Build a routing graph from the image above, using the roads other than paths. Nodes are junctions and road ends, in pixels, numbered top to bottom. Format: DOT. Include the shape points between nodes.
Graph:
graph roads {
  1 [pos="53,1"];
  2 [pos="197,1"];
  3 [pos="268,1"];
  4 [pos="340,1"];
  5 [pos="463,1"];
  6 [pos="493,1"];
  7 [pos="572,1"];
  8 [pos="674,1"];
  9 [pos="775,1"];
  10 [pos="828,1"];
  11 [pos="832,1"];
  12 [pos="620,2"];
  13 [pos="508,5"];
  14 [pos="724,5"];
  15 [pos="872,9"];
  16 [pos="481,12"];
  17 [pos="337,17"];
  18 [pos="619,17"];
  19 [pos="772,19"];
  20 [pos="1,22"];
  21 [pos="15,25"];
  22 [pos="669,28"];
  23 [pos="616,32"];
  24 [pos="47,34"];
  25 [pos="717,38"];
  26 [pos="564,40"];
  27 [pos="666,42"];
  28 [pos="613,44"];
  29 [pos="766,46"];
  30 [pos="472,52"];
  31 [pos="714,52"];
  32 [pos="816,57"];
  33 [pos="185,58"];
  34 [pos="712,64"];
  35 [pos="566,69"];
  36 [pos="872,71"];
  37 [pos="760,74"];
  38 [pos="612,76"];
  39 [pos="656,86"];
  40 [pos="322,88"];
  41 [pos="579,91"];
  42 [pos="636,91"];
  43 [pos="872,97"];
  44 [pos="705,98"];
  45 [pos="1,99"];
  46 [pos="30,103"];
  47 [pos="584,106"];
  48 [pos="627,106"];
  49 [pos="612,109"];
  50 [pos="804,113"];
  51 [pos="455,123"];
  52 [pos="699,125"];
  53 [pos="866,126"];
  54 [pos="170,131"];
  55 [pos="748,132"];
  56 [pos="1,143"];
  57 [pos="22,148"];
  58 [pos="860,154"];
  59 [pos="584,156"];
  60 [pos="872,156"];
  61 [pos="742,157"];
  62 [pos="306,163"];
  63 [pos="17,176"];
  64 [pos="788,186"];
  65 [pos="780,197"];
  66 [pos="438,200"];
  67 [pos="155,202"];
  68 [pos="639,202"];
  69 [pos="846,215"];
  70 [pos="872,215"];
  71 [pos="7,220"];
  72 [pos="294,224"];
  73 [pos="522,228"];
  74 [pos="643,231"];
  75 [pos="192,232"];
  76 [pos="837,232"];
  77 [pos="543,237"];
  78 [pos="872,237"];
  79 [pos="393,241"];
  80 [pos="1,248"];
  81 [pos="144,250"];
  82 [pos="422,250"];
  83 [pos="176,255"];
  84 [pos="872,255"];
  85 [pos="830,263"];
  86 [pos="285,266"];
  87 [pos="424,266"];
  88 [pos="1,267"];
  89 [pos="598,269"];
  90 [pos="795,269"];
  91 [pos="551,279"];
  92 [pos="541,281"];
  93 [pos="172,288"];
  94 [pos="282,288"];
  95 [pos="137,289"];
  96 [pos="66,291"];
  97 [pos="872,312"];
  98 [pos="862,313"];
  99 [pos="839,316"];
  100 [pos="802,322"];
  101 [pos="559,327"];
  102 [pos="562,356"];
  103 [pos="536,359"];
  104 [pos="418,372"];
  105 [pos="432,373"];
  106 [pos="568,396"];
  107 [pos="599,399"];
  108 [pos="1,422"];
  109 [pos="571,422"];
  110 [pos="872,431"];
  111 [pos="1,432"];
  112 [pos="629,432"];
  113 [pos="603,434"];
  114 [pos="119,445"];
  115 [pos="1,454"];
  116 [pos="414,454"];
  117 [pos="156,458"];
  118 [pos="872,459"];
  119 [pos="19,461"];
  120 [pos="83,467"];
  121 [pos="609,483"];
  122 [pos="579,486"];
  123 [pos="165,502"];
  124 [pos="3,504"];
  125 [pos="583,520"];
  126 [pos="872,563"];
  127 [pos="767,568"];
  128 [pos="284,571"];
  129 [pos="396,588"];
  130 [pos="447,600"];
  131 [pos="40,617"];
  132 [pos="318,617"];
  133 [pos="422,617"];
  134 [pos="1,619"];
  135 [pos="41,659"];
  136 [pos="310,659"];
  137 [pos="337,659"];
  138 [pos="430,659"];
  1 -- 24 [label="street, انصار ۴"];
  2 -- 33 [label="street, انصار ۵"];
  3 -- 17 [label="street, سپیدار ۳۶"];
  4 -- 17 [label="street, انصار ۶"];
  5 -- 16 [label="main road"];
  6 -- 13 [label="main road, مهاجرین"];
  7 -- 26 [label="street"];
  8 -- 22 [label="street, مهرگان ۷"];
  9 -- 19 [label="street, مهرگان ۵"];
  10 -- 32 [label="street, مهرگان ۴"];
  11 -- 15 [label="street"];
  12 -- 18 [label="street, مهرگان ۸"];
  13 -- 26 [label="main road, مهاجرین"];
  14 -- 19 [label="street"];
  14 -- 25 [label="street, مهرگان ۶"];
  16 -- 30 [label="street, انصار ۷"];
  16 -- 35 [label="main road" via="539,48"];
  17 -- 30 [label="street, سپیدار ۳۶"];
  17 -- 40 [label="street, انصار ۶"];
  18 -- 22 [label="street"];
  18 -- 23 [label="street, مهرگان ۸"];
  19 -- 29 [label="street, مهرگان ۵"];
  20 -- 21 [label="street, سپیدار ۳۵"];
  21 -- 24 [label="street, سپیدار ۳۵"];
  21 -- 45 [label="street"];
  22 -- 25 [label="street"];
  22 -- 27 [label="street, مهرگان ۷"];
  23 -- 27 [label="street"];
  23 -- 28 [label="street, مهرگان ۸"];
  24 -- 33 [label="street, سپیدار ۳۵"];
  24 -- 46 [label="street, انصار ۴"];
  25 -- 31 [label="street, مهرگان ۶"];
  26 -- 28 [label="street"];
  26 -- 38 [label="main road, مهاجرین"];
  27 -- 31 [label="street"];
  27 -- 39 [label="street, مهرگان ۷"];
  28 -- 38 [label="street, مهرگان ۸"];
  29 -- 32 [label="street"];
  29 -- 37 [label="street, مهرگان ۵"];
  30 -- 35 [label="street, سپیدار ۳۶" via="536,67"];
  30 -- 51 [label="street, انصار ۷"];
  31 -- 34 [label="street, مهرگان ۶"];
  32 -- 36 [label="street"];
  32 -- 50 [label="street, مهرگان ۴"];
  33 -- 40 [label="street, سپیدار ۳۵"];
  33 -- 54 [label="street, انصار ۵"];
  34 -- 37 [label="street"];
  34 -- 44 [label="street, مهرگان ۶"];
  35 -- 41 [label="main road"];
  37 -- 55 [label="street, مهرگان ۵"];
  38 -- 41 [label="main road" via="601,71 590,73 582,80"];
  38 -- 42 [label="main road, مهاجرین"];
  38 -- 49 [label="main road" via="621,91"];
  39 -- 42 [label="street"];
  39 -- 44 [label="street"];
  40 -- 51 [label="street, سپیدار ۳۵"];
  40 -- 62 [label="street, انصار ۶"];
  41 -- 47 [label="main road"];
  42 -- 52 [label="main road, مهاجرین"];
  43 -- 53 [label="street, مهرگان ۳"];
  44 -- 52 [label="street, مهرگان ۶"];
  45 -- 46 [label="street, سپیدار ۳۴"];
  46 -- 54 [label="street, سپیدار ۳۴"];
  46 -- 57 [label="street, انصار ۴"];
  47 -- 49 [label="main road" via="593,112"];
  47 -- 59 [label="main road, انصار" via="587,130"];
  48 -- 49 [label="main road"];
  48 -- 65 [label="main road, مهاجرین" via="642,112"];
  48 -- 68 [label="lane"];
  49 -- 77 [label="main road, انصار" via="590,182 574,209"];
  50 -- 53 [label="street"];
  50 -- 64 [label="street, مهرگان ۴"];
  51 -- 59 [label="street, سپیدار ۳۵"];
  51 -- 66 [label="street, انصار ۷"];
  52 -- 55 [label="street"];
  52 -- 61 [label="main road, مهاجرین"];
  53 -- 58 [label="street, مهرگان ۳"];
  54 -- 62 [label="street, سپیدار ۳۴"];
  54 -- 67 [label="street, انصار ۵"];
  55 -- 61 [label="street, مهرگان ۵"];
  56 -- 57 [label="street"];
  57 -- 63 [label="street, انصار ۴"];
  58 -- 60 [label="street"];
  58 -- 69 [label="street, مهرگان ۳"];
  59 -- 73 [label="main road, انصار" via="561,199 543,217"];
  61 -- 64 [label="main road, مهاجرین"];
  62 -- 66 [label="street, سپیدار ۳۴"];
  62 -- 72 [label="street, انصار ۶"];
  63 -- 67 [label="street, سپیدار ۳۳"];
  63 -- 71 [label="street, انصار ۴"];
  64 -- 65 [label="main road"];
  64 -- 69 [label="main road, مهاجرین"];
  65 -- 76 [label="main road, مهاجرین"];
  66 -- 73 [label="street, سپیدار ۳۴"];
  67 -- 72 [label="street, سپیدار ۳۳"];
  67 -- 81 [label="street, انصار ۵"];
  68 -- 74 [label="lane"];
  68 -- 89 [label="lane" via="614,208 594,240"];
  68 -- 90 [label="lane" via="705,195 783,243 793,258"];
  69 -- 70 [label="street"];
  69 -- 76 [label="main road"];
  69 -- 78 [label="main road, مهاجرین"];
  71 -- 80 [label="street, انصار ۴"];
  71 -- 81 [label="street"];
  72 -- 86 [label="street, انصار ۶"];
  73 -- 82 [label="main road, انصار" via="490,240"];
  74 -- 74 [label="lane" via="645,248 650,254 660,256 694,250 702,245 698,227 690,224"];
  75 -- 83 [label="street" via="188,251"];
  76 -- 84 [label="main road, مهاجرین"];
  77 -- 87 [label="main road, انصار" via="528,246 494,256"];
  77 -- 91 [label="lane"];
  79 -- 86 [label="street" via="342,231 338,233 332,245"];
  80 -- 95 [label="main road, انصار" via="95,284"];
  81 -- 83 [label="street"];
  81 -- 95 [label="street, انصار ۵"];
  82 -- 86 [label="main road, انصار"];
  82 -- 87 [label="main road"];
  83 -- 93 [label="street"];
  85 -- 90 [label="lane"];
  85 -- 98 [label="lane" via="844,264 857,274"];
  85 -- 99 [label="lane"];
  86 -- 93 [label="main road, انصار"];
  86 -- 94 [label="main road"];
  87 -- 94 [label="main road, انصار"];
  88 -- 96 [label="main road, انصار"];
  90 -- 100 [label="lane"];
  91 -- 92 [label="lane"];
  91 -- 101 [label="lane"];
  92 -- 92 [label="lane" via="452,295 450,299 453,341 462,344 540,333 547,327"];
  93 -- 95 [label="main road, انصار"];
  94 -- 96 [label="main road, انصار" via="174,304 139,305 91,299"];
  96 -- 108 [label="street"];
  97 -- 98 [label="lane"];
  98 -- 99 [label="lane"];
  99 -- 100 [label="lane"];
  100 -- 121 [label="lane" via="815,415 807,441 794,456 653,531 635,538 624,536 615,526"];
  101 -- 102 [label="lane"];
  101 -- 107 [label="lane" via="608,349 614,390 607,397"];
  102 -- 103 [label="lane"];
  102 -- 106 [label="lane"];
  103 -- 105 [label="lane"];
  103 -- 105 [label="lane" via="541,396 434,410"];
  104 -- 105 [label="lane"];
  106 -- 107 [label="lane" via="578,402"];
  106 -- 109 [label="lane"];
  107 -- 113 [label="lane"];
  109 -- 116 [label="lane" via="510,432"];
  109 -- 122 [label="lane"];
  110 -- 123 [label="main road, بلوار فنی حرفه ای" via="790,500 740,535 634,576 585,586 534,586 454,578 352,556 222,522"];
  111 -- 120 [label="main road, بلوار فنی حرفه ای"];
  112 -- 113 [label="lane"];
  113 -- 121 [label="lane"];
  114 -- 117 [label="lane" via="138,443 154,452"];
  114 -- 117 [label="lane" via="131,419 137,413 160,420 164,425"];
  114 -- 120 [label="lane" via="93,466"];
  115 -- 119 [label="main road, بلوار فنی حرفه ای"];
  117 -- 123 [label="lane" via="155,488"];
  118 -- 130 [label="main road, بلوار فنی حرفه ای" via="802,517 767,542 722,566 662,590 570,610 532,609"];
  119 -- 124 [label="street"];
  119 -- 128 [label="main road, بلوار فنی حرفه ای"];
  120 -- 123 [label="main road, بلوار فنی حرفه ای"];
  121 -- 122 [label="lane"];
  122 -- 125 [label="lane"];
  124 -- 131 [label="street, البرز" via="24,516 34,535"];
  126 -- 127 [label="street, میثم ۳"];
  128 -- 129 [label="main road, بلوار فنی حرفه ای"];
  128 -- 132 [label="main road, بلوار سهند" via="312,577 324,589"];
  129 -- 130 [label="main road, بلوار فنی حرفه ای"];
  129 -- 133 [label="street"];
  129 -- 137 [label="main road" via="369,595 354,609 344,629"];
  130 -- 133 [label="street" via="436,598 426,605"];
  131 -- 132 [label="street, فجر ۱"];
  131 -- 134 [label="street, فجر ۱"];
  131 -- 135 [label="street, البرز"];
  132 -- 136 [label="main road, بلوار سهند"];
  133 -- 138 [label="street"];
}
····················
EXERCISE DIRECTIONS
Tally the lines of the listing in which the string "roads" appears, and state the tally alone.

RESULT
2